From the first line to the last, reproduce the records exactly.
*** DATA EXTRACT Section Begins ***
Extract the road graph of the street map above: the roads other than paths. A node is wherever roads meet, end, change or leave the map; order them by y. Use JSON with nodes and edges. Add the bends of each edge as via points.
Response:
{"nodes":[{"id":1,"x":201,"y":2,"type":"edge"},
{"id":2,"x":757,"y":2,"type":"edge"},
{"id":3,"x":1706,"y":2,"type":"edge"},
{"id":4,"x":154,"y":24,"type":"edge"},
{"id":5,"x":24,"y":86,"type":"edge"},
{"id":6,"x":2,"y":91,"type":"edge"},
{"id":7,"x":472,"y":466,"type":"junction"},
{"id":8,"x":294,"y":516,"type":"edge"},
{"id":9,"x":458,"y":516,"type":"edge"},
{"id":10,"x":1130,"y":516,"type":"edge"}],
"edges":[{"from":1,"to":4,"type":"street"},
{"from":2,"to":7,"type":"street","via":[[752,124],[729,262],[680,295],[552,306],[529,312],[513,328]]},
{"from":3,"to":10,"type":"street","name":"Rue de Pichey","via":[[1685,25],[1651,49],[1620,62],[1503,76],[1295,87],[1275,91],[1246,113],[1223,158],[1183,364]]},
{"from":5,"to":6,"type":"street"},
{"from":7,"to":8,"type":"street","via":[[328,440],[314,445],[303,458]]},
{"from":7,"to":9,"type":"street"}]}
*** DATA EXTRACT Section Ends ***
RESPONSE –
Extract the road graph of the street map above: the roads other than paths. A node is wherever roads meet, end, change or leave the map; order them by y. Use JSON with nodes and edges. Add the bends of each edge as via points.
Response:
{"nodes":[{"id":1,"x":201,"y":2,"type":"edge"},
{"id":2,"x":757,"y":2,"type":"edge"},
{"id":3,"x":1706,"y":2,"type":"edge"},
{"id":4,"x":154,"y":24,"type":"edge"},
{"id":5,"x":24,"y":86,"type":"edge"},
{"id":6,"x":2,"y":91,"type":"edge"},
{"id":7,"x":472,"y":466,"type":"junction"},
{"id":8,"x":294,"y":516,"type":"edge"},
{"id":9,"x":458,"y":516,"type":"edge"},
{"id":10,"x":1130,"y":516,"type":"edge"}],
"edges":[{"from":1,"to":4,"type":"street"},
{"from":2,"to":7,"type":"street","via":[[752,124],[729,262],[680,295],[552,306],[529,312],[513,328]]},
{"from":3,"to":10,"type":"street","name":"Rue de Pichey","via":[[1685,25],[1651,49],[1620,62],[1503,76],[1295,87],[1275,91],[1246,113],[1223,158],[1183,364]]},
{"from":5,"to":6,"type":"street"},
{"from":7,"to":8,"type":"street","via":[[328,440],[314,445],[303,458]]},
{"from":7,"to":9,"type":"street"}]}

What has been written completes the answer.